I figured I would do it as follows:

Use fetchmail + procmail on our fileserver to download all relevant emails from the special account and filter them into separate subdirectories according to user and client.

But how can print all emails in a certain folder automatically? 

I will be using maildir as a storage format. The idea is to print a email as soon as a new one is available, but at the same time not re-print old ones.

I was thinking I could setup a procmail rule which will make a copy of new mail to a special "printing" folder. Once the emails in there are printed, the folder gets emptied.

But how can I get procmail to print? Also, some of our clients send html email. Is there a way using CLI tools to print a html email as it would look in a email client, rather than printing raw HTML code?

----------

## grimm26

You can tell your boss that this has got to be the stupidest idea ever.  It is a waste of resources all around.  By all means, store all this special correspondence in a special email folder, but why in the world should you print it all out?

----------

## i92guboj

I can't give you a solution either.

But I can give you an advice: if you want to avoid legal problems, you and your boss should first make sure you know what the law in your country says about this.

There are two parts here: the right of an enterprise to watch how the resources are used (and that they are used correctly) and the right of the workers to their own privacy. In some countries, would not be legal to use that to watch all the mails of all your workers (in case that that is the intention). In some others, you can do so only after making sure you properly inform all the workers, so they know they are being watched.

I know that in the European community, where I live, it is completely forbidden to intercept or spy any communicaiton (may it be via phone, regular mail or electronic, etc...), unless its purpose is to defend of guarantee the national security. Of course, printing the mails of all your workers would vulnerate (if not blatantly violate) that precept. 

I am not an expert in these matters, anyway. I suppose it all depends on what do you exactly want to do and the law on your country.

EDIT: I also think it is not a smart idea in which regards economy, and much worse in which regards ecology.

----------

## bmichaelsen

you can use

 *Quote:*   

> lynx --dump

 

to render the mails as text.

----------

## ChojinDSL

*sigh*

My boss is aware of the ecological stuff, etc etc. All the admins have told him so. Nonetheless, there is a good reason for this (at least my boss thinks so.).

The employees here work as sales agents for different worldwide territories. It is their job to establish contacts with other companies and maintain regular contact via email.

Offers, quotes and contracts are sent via email. 

Every agent is is hired on a freelance basis and gets paid a certain amount per hour, along with a provision should a client sign a contract with us.

Only email communication between agents and clients is to be printed and filed. This is so that my boss can follow up on exactly what has been communicated with a client and what hasn't, as well as judge the effectiveness of each agent. Also, the idea is, that if an agent should leave suddenly or get fired, that the company can continue where that person has left off.

I also believe its a huge waste of paper, and I believe/hope once my boss sees just how much of a waste of paper and human resources it is, that he will change his mind and that we will simply store them electronically.
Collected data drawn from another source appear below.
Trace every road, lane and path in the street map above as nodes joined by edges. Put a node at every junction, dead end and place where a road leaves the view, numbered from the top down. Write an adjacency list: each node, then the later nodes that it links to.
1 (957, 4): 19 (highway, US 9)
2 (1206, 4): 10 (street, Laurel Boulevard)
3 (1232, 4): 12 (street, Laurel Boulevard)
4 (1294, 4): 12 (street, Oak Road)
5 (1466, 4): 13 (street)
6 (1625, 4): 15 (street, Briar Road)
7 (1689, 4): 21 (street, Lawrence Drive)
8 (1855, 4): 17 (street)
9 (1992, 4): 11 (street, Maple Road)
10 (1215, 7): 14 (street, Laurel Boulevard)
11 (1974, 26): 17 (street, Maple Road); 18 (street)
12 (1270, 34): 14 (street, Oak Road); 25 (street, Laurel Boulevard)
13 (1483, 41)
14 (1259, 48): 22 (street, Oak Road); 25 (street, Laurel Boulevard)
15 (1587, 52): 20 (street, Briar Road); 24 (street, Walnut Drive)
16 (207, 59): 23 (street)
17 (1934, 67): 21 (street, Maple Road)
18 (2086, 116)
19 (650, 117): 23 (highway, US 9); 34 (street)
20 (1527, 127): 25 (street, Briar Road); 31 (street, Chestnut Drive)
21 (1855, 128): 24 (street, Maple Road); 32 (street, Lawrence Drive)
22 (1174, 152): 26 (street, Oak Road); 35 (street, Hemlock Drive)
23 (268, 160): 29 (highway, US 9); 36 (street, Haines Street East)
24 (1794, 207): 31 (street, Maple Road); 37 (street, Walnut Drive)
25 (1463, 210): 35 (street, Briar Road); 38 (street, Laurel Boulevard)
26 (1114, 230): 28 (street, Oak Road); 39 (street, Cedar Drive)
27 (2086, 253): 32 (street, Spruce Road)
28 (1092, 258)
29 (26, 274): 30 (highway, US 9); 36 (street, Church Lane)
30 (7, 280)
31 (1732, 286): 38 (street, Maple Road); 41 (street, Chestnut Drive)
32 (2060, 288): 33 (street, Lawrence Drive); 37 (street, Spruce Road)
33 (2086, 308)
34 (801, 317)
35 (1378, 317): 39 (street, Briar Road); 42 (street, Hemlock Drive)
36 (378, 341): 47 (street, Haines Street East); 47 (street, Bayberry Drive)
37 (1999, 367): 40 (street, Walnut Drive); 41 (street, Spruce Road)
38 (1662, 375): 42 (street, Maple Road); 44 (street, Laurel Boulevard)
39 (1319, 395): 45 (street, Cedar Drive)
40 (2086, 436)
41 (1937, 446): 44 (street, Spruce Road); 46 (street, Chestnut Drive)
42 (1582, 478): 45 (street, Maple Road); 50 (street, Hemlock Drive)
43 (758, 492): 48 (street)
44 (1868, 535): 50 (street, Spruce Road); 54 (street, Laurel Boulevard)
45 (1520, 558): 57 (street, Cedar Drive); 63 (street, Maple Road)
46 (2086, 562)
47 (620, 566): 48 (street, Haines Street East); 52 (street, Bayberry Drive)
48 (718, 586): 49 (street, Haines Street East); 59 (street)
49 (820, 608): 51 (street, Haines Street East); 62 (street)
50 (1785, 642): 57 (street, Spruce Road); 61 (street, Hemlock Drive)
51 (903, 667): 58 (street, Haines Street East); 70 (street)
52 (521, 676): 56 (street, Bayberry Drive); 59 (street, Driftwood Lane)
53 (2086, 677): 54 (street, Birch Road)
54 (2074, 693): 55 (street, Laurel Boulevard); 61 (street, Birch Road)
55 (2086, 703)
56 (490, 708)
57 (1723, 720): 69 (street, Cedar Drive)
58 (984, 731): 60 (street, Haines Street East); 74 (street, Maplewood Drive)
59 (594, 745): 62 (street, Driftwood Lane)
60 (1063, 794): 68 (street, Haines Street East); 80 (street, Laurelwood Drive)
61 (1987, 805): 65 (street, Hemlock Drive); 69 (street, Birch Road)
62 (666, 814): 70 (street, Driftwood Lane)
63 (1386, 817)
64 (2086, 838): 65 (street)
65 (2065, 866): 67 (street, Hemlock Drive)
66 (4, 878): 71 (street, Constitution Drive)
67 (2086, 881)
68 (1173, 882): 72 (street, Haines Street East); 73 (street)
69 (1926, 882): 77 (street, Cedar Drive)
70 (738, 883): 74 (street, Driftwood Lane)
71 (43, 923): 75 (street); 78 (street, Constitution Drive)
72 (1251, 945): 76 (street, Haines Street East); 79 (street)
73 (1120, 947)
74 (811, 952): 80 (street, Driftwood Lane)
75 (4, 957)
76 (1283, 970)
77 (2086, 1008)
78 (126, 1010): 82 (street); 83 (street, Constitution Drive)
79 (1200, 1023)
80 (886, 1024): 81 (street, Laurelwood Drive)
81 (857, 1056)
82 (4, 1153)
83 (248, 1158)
Nonetheless, I still need to make it work.

On the other hand, there is not THAT much email communication between clients and agents. Theoretically, the amount of paper should be negligable. We'll see once I get it working. 

Obviously the idea is to only print relevant emails, no spam or such. Which is why I will be implementing a whitelist to ensure that really ONLY relevant emails get printed.

So far in theory my method will involve a combination of:

fetchmal (to retrieve emails.)

procmail (for sorting and filtering.)

mimestrip (a perl script which extracts attachments and can store them in a specific folder.)

muttprint (Prints emails nicely formatted and can even print HTML emails, I think.)

htmldoc (Converts different formats to Postscript.)

Last but not least: A bit of bash scripting to tie it all together.

P.S.

I've mentioned legal issues to my boss, but as far as I know its all handled in the contract the agents sign before working here, and its only work email. They are not allowed to use their work email for private purposes. Upon request, the admins will gladly set them up with a private email address with one of the freemail providers, in case they dont already have one.

----------

## bmichaelsen

- I still dont get what the advantage of a printed email is over an electronic email. There is none.

- A far better solution would be to use a CRM or commerial grade issue tracker like OTRS ...

----------